Виктор нашел убежище возле бюстика Мольера – притаился там и тихонько насвистывал, прикрываясь газетой. Жозеф возвел очи горе:
– Я поговорю с ней, Мелия, даю слово.
– Очень на это надеюсь, потому что в противном случае я немедленно отправлюсь в бюро по найму. Я сыта по горло упреками вашей матушки. Я ей не горничная! – Она наконец спустилась и с размаху поставила поднос на конторку. – Вот ваш кофе. Придется обойтись без молока – оно закончилось.

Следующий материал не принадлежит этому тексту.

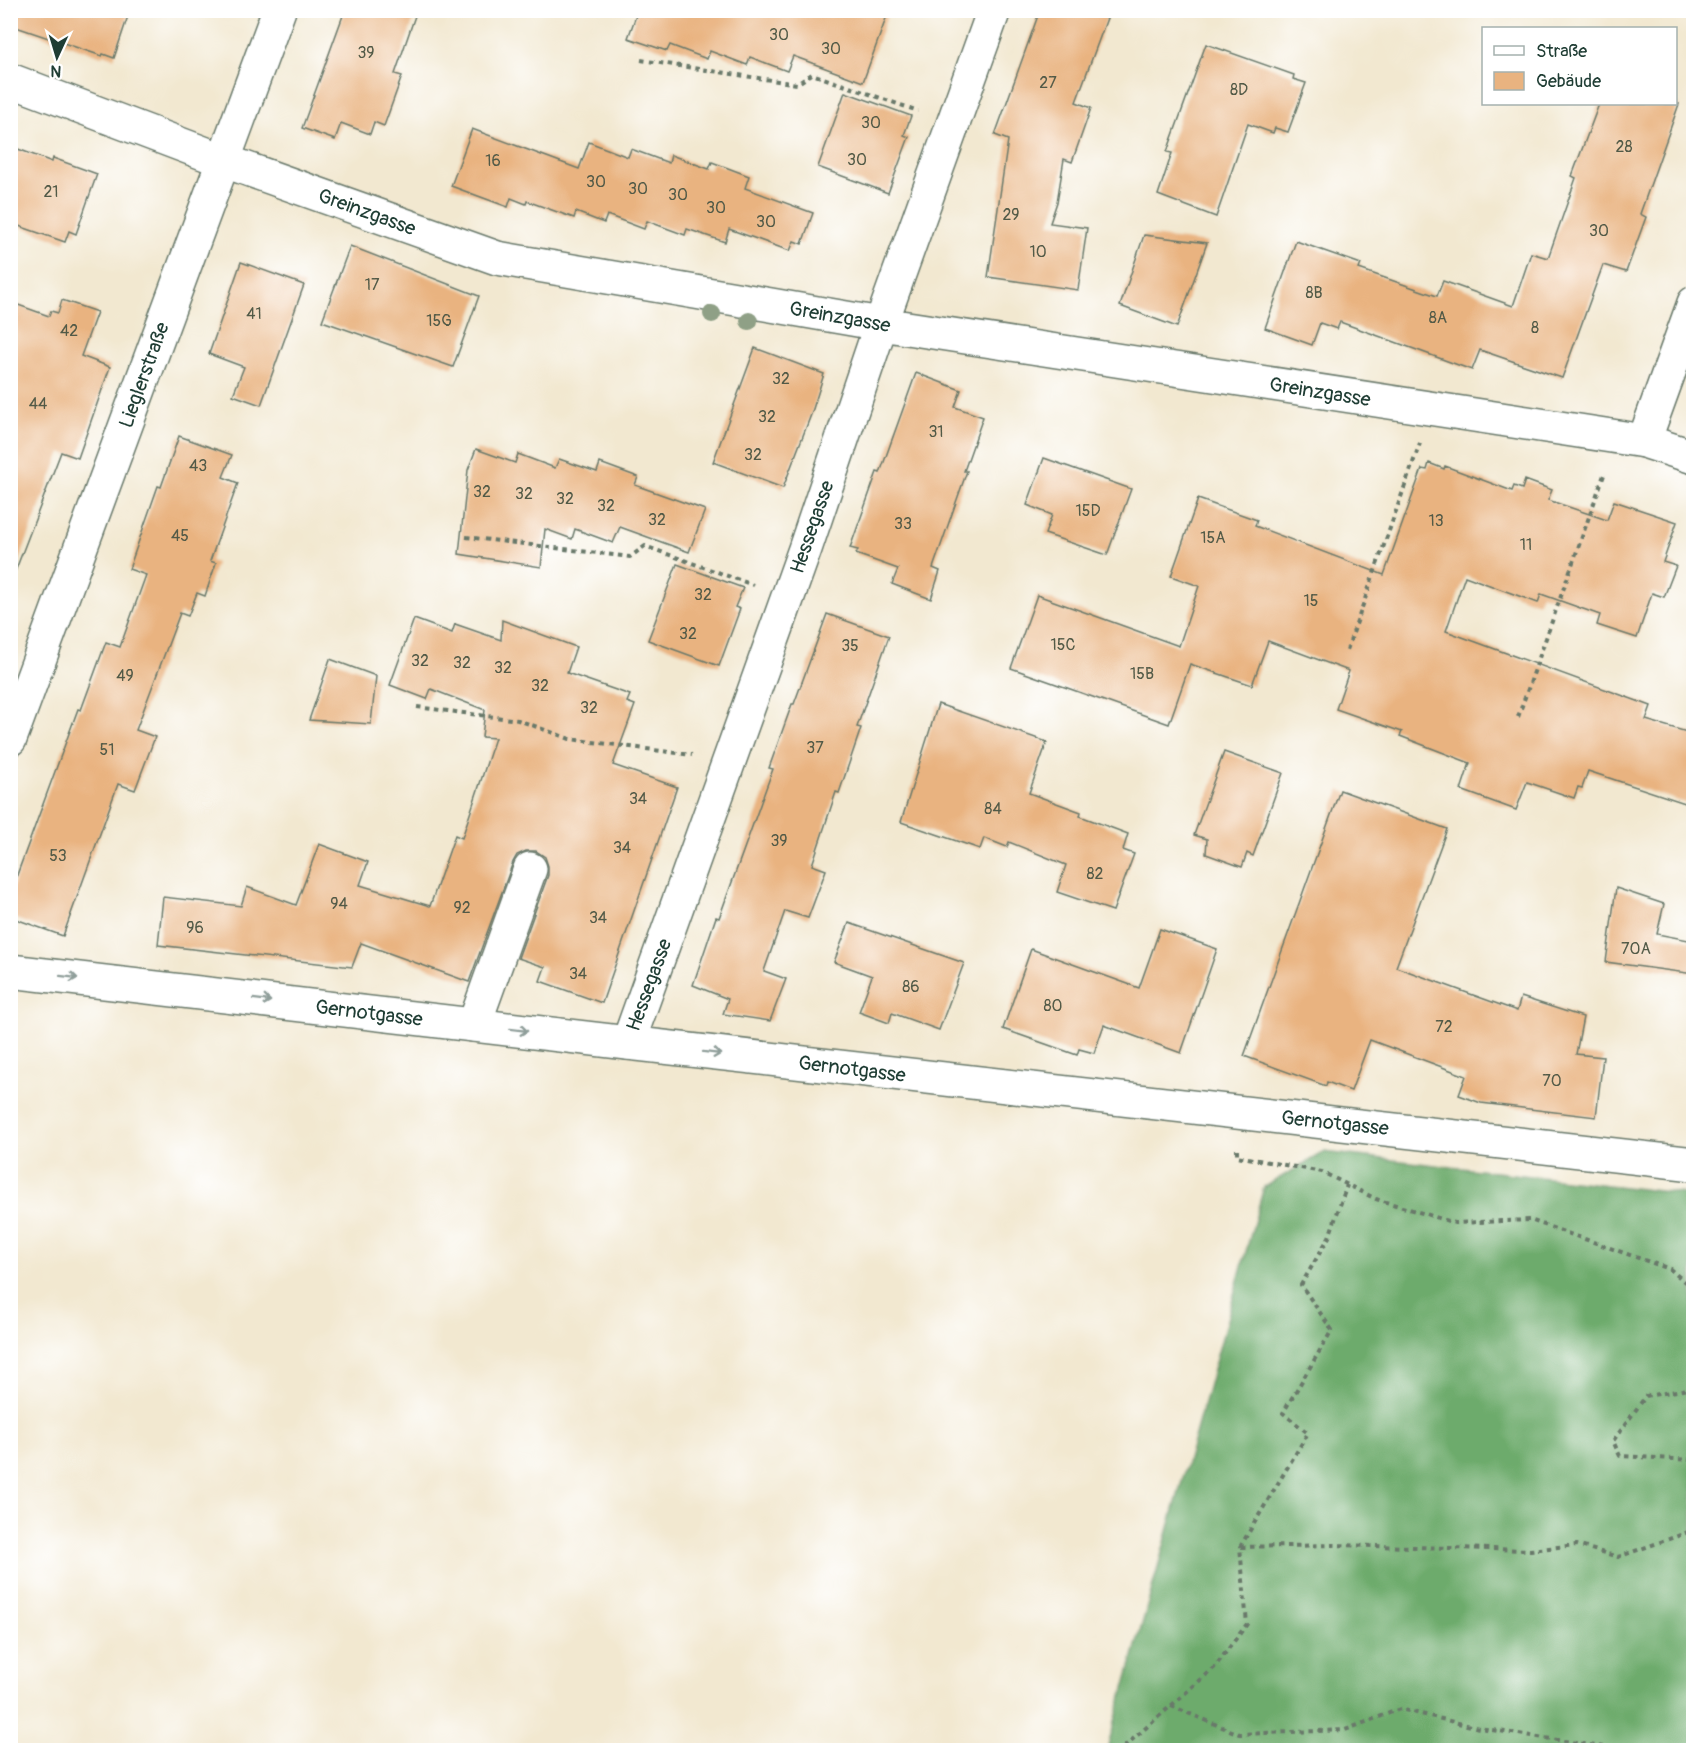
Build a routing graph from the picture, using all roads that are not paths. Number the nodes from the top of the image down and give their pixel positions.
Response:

Мелия развернулась, взбежала по ступенькам, и через полминуты на кухне громко хлопнула дверь.
Виктор вздохнул. А Жозеф как ни в чем не бывало осведомился:
– Дневничок Марго Фишон мне вернуть не желаете?
– Я полночи разыскивал упомянутого там Йонафаса в книгах по истории и всяких справочниках. И представьте себе, он действительно оказался реальным человеком! Я у нескольких историков нашел ссылки на анонимного автора, поведавшего о его судьбе. Эврика, Жозеф, все сходится! В тысяча двести девяностом году, в царствование Филиппа Красивого, одна парижанка донесла властям на некоего Йонафаса, который якобы у нее на глазах истыкал иголкой и разломал просфору. Означенного Йонафаса и его жену схватили, подвергли допросу с пристрастием, и они признались во всем, что от них требовали. Главным обвинителем стал кюре прихода Сен-Жан-ан-Грев, которому это мнимое святотатство было на руку: предполагалось, что оно привлечет в его церковь щедрые пожертвования. Йонафас оказался виновен по двум пунктам: во-первых, он был евреем, во-вторых, не бедствовал. Все указывает на сговор с целью завладеть имуществом человека, якобы надругавшегося, как тогда говорили, над Телом Господним. Йонафаса и его жену сожгли заживо на Гревской площади, их дом разрушили, а имущество конфисковали в пользу местного церковного прихода. Четыре года спустя парижский буржуа Ренье Фламминг на участке, принадлежавшем покойному Йонафасу, построил часовню, названную «Домом чудес». В четырнадцатом веке этой землей завладели монахи ордена Святого Августина, их монастырь в народе называли «местом, где прогневили Бога».